The news broke last Friday. The brilliant model journalist Rafael Buschmann and his team at Der Spiegel had managed to get access to documents proving that Karl-Heinz Rummenigge has been instrumental in the planning and eventual execution of a European Super League, one that would mean Bayern Munich’s exit from Bundesliga and German football in general. This has by many been seen as conspiring to treachery from the man, as his actions has made him top three on the list over the main antagonists of German football.

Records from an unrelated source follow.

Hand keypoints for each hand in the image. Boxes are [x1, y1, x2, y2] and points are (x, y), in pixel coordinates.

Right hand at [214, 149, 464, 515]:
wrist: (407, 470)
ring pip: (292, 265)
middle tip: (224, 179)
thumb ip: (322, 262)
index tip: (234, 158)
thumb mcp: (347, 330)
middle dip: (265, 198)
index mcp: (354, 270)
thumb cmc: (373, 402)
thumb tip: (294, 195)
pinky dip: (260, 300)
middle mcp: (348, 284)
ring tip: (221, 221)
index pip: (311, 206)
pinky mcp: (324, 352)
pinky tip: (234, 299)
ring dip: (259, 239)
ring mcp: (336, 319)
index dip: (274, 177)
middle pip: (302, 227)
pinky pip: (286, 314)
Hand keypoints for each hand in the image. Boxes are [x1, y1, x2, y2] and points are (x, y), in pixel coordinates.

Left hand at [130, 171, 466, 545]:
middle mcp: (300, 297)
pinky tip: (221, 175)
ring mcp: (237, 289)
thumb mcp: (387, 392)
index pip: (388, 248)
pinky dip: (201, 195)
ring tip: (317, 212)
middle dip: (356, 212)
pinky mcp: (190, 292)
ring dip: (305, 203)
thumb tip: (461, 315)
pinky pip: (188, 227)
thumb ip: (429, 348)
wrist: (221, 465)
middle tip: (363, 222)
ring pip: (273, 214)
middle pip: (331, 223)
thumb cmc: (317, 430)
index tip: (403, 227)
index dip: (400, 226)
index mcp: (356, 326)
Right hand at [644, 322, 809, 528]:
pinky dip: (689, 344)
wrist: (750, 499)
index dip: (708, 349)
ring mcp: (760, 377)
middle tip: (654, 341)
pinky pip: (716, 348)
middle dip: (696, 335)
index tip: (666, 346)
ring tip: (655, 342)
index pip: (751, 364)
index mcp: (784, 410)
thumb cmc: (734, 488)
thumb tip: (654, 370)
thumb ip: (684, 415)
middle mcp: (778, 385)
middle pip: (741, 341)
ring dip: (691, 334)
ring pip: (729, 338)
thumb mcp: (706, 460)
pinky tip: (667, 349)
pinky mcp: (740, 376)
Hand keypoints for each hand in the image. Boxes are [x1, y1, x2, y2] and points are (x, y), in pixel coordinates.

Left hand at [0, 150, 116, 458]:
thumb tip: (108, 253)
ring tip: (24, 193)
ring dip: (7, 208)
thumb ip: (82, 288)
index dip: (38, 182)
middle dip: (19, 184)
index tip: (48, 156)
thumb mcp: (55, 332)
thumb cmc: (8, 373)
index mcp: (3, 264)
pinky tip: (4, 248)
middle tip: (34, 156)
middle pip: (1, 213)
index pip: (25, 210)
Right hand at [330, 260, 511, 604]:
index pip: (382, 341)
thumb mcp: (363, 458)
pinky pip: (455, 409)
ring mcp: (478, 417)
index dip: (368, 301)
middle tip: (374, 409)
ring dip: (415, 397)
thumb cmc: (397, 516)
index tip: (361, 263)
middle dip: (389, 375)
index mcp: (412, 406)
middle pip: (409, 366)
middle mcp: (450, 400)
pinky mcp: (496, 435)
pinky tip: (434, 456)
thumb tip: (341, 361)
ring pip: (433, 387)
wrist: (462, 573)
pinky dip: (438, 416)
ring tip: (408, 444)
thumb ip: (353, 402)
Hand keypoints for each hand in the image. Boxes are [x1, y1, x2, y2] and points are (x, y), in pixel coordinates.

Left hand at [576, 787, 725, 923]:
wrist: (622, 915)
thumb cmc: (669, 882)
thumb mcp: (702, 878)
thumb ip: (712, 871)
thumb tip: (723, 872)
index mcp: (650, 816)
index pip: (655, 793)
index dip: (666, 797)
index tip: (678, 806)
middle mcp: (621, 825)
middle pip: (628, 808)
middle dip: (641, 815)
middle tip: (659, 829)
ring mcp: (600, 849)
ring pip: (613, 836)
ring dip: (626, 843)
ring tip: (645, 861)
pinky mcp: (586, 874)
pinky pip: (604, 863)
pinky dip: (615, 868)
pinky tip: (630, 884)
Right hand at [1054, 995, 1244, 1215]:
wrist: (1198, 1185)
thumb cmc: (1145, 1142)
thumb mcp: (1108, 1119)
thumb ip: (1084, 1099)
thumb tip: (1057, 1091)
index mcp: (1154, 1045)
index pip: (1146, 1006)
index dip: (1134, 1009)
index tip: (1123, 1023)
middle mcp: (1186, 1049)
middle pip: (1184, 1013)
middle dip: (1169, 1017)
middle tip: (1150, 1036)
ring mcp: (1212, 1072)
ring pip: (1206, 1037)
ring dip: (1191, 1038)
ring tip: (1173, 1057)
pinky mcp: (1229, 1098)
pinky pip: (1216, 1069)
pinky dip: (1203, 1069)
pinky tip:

Der Spiegel’s unravelling story makes a compelling case for his dismissal as a Bayern boss, but they seem to be staying with him and he seems to be sitting rather calmly on his post. We have seen this on multiple occasions in the last years, how coaches have been brought in and subsequently been let go of while their board sits where they are, even though they are the ones to blame for much of the institutional chaos Bayern have come to find themselves in. This is Bayern’s main problem. Not the situation with their wingers, not Kovac’s defensive tactics and outlook, but instead the board’s unwillingness to see the truth. It can break the entire club, if they’re not careful.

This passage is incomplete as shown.